One of the earliest, most influential, unifying and sustaining pieces of African-American activist music, originating in the earliest days of the Civil Rights movement, is Lift Ev’ry Voice And Sing. In 1899, James Weldon Johnson, then a high school principal and poet, wrote a poem for a gathering at his school in Jacksonville, Florida; African-American leader Booker T. Washington would be visiting on the occasion of Abraham Lincoln’s birthday. Twenty years had passed since the end of the Reconstruction era, and lynchings were becoming more frequent in the segregated South. Johnson began with a powerful and simple message, and a call to action: Lift Ev’ry Voice and Sing. (Mahmic-Kaknjo)
Sing a song full of the faith that the dark past has taught us. Sing a song full of the hope that the present has brought us.
Johnson emphasized the shared conditions and hardships of the African-American people:
Stony the road we trod Bitter the chastening rod Felt in the days when hope unborn had died; Yet with a steady beat Have not our weary feet Come to the place for which ur fathers sighed?

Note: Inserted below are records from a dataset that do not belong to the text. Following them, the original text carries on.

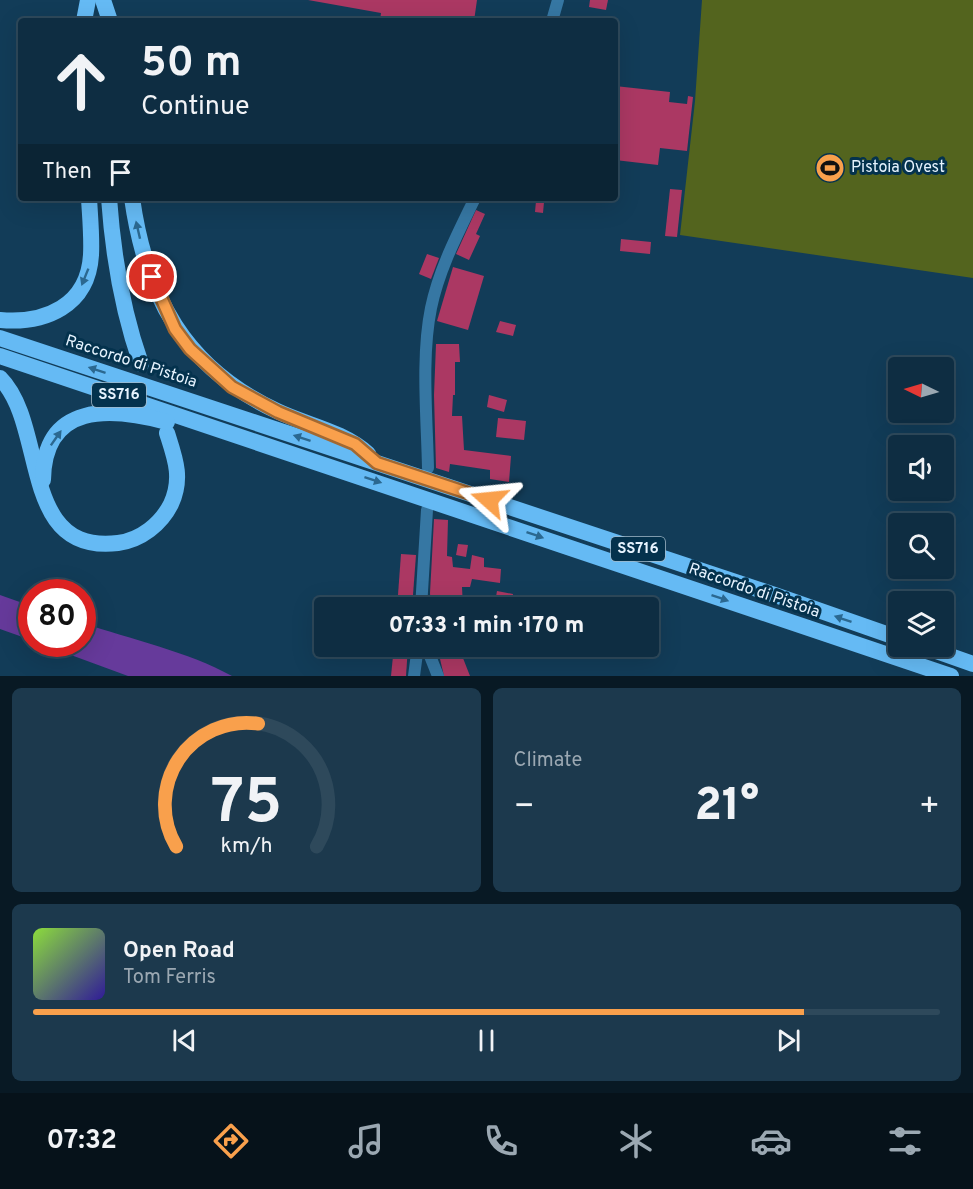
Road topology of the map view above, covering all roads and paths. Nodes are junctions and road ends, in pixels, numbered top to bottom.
1 (88, 0) edge
2 (94, 0) edge
3 (103, 0) edge
4 (558, 0) edge
5 (85, 18) edge
6 (96, 18) edge
7 (109, 18) edge
8 (553, 18) edge
9 (89, 201) edge
10 (109, 201) edge
11 (133, 201) edge
12 (474, 201) edge
13 (0, 320) edge
14 (0, 338) edge
15 (0, 356) edge
16 (141, 364) dead end
17 (0, 378) edge
18 (166, 433) dead end
19 (238, 435) junction
20 (377, 463) junction
21 (428, 468) dead end
22 (44, 494) junction
23 (427, 510) dead end
24 (422, 597) edge
25 (888, 635) edge
26 (417, 657) edge
27 (430, 657) edge
28 (953, 657) edge
29 (973, 664) edge
30 (414, 676) edge
31 (438, 676) edge
32 (951, 676) edge

1 - 5 highway
2 - 6 highway
3 - 7 highway
4 - 8 street
9 -> 13 highway
10 - 16 highway
20 -> 11 highway
12 - 21 street
20 -> 14 highway, Raccordo di Pistoia / SS716
15 - 19 highway, Raccordo di Pistoia / SS716
17 - 22 highway
18 - 22 highway
22 -> 19 highway
19 -> 32 highway, Raccordo di Pistoia / SS716
25 -> 20 highway, Raccordo di Pistoia / SS716
23 - 24 street
26 - 30 street
27 - 31 street
28 - 29 highway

and championed their strength and resolve to persevere:
We have come, treading our path thro’ the blood of the slaughtered Out of the gloomy past Till now we stand at last Where the white gleam of our star has cast.
The song, more of a hymn or anthem than a true spiritual, would serve as a musical protest against the humiliating conditions of Jim Crow and the wave of lynchings and violence sweeping the South. In recounting the bloody past, Johnson’s lyrics advance the idea that it is through the act of standing and singing, that African-Americans most powerfully and persuasively articulate their difficult and dangerous situation, as well as their collective triumphs.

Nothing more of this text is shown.